- To do:
Count how many lines in the data hold "dead". Only the number.

- Listed entries:
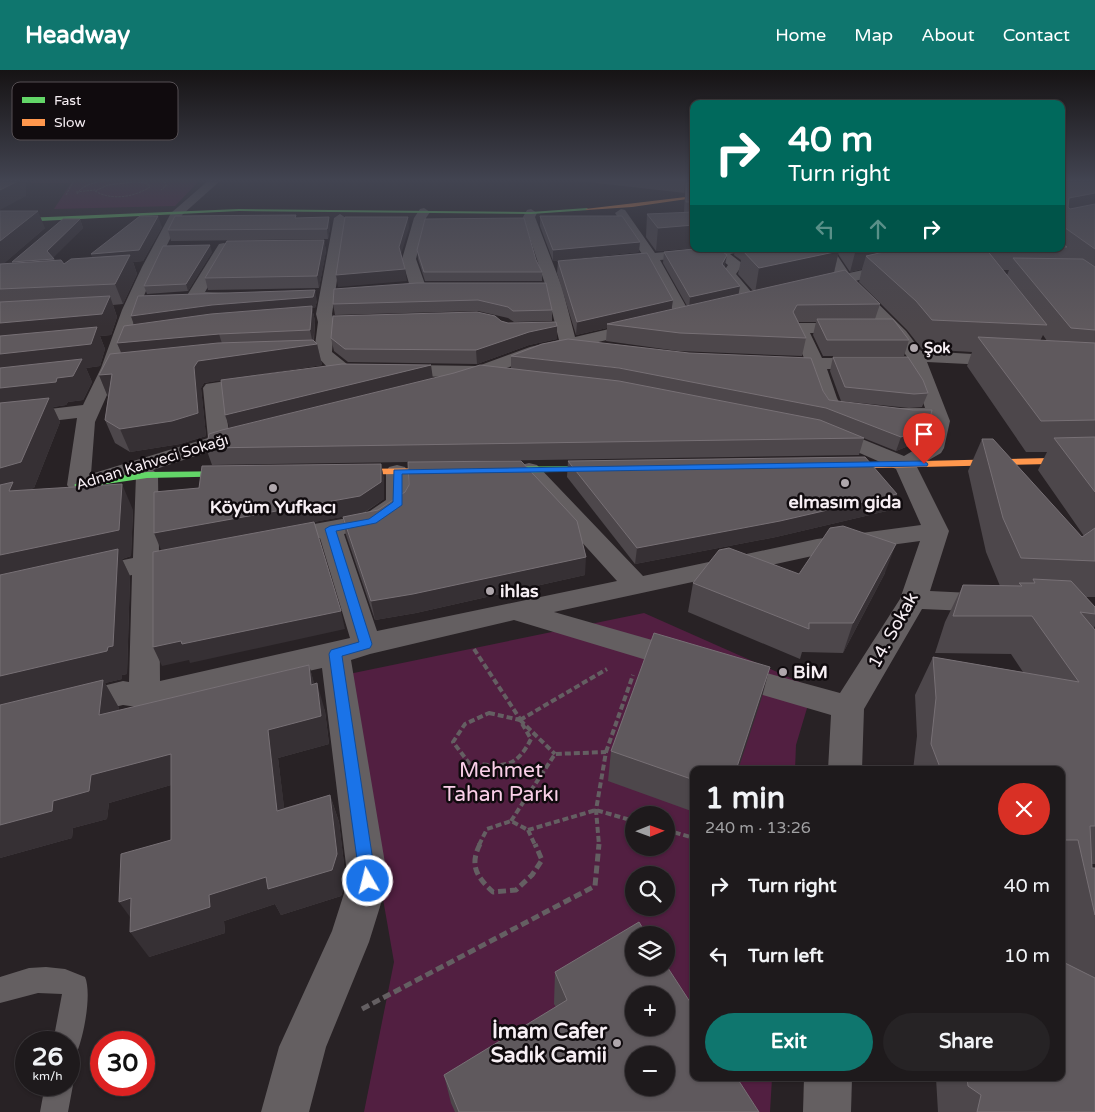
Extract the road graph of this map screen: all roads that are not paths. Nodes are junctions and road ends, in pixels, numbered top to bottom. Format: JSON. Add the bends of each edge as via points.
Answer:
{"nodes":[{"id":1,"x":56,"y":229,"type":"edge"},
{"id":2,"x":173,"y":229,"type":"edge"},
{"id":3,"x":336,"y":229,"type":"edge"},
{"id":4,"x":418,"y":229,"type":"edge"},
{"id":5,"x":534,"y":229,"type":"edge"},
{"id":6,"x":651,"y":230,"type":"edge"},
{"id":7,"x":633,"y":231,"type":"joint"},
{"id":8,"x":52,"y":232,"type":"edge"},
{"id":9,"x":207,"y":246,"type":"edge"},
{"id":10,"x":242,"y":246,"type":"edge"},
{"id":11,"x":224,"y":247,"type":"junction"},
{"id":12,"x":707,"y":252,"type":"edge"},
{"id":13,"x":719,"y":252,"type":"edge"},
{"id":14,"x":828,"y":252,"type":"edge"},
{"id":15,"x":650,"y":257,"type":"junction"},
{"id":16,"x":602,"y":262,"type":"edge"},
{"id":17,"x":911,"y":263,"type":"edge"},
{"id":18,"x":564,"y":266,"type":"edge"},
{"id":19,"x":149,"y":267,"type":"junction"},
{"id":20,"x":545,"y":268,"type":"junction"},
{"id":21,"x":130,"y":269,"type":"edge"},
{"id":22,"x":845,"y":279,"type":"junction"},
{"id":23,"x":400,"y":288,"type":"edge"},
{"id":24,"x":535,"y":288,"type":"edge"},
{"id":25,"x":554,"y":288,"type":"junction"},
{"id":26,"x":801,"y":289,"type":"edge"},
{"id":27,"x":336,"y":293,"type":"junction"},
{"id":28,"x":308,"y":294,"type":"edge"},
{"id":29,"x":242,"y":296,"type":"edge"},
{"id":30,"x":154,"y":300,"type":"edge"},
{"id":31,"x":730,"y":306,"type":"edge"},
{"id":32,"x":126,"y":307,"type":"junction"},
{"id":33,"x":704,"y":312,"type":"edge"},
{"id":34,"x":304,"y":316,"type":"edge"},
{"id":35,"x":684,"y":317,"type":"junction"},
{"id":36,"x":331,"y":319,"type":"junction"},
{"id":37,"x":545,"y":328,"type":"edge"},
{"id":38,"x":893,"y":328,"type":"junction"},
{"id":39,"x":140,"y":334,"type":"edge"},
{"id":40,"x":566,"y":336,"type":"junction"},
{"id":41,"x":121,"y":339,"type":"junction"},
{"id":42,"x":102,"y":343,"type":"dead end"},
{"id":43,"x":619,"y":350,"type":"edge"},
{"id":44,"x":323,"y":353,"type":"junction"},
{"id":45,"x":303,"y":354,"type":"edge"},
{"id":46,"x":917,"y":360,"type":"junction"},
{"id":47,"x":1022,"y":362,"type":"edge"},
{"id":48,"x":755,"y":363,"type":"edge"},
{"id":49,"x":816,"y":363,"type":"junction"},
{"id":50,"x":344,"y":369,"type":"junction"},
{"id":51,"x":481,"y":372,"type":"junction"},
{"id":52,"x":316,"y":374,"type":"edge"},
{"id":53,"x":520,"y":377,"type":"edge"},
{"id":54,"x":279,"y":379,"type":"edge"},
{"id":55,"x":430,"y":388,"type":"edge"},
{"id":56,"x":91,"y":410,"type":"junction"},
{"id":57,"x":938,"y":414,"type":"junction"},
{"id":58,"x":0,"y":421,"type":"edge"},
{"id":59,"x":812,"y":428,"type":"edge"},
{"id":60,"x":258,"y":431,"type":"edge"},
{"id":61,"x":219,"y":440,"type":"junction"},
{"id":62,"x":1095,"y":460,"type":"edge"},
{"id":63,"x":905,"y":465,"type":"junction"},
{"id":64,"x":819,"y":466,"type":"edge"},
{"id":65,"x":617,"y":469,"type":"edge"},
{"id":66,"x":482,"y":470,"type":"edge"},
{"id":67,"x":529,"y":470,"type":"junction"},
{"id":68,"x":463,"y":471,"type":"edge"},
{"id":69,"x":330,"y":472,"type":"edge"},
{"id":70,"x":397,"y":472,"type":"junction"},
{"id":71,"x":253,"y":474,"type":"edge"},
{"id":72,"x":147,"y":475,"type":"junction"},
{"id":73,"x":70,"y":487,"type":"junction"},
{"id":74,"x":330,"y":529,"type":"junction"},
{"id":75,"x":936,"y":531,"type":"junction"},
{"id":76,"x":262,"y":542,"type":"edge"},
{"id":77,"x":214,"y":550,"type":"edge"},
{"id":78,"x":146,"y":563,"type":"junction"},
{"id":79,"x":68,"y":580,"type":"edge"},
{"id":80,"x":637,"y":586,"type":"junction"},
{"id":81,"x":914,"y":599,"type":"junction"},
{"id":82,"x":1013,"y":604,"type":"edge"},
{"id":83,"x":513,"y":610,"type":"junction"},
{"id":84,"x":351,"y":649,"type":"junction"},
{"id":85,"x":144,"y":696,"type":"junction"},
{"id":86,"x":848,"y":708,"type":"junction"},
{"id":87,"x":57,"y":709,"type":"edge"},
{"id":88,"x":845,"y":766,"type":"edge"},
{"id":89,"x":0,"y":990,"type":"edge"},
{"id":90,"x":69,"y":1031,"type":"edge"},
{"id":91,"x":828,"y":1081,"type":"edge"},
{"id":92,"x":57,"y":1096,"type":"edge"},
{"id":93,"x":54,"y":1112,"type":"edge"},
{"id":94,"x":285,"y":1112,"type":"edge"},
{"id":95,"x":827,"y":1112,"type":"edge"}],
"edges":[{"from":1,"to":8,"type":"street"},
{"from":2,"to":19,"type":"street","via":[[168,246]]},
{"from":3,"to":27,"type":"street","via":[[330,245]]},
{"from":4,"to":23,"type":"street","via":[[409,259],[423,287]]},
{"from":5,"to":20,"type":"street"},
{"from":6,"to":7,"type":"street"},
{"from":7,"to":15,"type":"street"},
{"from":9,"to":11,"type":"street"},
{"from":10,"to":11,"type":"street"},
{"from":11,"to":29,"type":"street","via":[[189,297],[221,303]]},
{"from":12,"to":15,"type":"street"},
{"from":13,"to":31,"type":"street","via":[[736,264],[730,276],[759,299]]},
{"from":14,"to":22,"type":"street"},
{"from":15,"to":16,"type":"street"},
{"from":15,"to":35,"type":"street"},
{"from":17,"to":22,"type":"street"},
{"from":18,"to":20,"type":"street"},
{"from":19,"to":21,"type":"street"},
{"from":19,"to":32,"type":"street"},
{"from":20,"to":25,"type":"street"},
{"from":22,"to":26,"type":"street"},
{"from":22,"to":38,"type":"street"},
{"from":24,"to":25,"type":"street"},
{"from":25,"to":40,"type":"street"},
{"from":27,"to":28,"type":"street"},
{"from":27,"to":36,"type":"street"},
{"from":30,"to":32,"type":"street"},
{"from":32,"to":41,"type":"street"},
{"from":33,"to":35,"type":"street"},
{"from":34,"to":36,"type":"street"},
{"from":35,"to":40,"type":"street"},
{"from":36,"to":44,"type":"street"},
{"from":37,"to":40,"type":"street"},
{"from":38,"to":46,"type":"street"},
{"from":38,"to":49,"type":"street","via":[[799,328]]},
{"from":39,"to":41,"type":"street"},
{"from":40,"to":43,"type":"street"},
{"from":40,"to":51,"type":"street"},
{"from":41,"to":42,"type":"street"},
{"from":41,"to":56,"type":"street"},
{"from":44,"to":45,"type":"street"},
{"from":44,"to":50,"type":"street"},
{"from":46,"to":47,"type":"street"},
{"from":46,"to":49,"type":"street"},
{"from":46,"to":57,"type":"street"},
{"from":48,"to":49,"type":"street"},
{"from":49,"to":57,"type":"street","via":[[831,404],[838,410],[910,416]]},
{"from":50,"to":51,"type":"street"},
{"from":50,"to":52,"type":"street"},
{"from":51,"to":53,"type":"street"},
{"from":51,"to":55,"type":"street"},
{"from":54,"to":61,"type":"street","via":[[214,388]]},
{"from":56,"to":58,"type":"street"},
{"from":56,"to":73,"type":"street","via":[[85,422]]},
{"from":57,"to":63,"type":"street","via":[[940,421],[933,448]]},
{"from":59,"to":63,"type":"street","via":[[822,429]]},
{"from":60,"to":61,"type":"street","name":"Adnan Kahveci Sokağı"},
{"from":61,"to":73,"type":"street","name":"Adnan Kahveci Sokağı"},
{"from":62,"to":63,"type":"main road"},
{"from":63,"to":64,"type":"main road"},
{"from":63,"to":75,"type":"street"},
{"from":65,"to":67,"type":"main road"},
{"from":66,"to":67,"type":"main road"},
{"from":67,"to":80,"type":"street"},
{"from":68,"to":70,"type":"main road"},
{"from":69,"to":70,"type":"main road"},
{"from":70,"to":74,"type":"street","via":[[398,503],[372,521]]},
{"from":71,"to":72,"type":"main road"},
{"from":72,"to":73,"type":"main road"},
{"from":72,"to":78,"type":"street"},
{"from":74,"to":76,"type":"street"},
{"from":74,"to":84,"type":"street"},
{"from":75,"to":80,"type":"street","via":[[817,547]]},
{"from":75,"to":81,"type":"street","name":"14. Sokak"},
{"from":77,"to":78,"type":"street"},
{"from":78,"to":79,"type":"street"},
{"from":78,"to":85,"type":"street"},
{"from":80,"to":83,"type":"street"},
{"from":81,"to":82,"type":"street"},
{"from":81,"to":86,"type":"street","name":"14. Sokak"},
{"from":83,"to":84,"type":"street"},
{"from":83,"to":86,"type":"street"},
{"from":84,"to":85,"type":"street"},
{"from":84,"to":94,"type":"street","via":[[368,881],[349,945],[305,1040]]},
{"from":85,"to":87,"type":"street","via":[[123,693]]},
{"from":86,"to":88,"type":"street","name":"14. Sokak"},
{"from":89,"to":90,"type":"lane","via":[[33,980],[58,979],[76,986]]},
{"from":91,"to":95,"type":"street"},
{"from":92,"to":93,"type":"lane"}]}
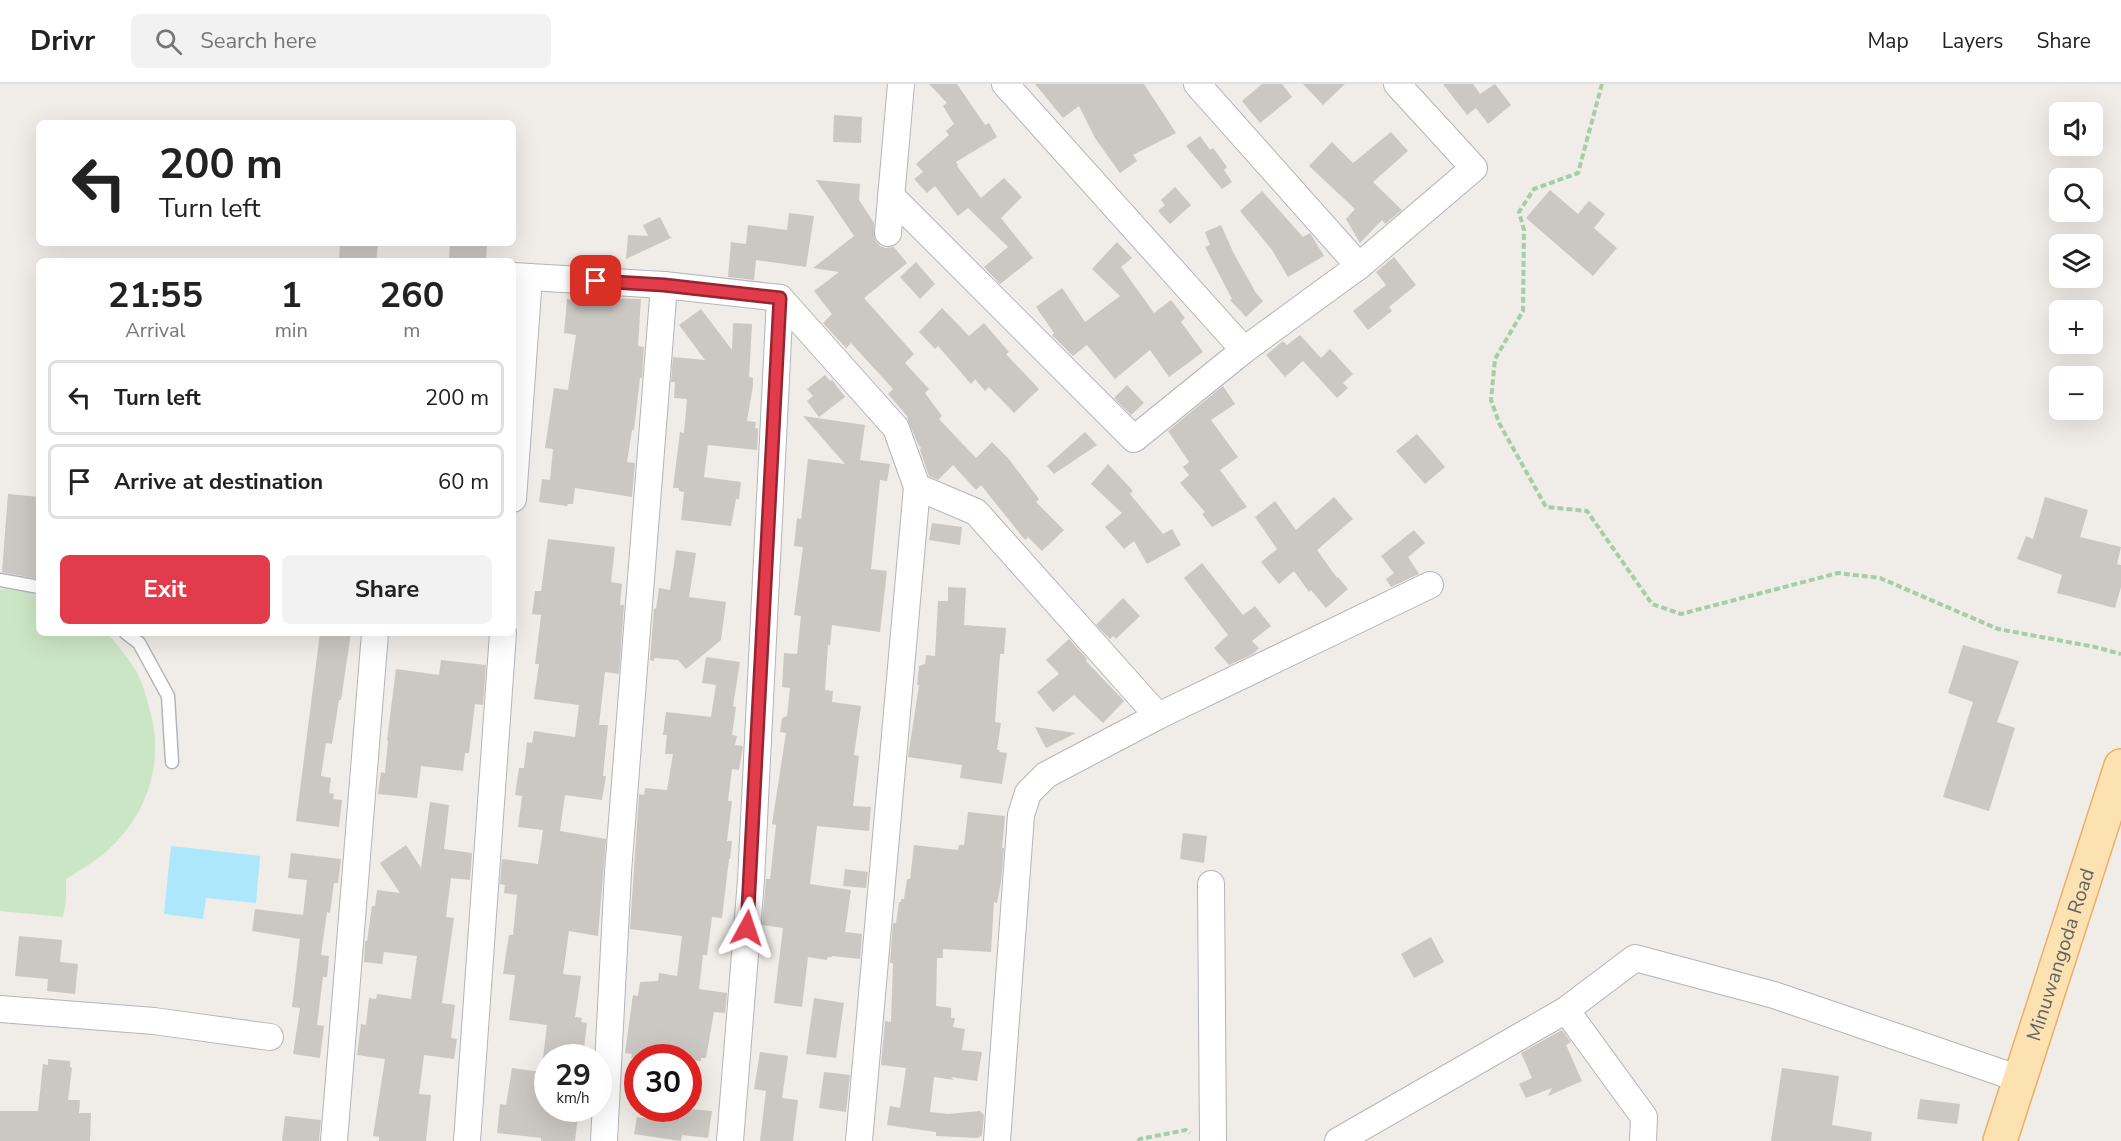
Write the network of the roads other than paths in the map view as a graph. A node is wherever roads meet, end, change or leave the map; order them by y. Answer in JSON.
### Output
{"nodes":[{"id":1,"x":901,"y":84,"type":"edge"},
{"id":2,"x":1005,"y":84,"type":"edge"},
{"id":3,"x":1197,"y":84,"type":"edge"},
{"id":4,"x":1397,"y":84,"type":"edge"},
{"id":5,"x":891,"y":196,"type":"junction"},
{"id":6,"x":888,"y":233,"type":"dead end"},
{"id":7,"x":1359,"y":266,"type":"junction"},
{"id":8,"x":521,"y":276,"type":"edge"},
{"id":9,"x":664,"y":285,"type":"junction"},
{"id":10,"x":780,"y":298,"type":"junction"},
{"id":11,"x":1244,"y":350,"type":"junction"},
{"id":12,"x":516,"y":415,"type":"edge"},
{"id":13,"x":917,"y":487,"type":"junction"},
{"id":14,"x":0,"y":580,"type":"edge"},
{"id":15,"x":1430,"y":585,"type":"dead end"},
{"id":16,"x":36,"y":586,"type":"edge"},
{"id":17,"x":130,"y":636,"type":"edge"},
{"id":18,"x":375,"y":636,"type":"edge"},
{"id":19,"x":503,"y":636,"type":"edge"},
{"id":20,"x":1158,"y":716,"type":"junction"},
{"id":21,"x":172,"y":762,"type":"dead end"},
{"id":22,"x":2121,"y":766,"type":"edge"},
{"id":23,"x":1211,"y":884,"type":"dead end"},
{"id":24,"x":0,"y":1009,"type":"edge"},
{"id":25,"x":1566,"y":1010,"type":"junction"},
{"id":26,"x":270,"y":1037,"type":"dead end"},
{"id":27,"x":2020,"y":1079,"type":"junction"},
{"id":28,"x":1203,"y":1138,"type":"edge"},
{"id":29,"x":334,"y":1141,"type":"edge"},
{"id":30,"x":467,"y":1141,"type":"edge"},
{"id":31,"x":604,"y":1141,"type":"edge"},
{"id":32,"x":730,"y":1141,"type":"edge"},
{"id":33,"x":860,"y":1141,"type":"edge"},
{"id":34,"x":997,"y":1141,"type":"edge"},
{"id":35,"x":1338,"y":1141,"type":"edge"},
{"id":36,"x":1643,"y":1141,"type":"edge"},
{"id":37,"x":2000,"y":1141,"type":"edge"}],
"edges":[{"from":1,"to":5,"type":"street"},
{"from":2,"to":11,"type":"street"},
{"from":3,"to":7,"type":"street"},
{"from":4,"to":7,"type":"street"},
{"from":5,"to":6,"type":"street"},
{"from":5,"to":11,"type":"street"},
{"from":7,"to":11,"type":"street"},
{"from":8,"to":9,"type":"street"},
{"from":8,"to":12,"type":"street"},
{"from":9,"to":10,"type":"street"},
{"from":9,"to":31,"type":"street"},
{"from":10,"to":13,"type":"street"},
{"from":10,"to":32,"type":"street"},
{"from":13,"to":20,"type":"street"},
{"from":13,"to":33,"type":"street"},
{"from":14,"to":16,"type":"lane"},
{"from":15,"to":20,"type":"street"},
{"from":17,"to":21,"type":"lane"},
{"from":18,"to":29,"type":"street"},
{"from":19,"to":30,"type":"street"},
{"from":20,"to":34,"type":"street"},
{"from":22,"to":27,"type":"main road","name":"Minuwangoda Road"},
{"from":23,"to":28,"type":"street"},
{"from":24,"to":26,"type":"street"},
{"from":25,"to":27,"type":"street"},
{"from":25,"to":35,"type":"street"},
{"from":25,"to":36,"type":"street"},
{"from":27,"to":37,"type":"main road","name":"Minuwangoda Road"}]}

- Task output:
6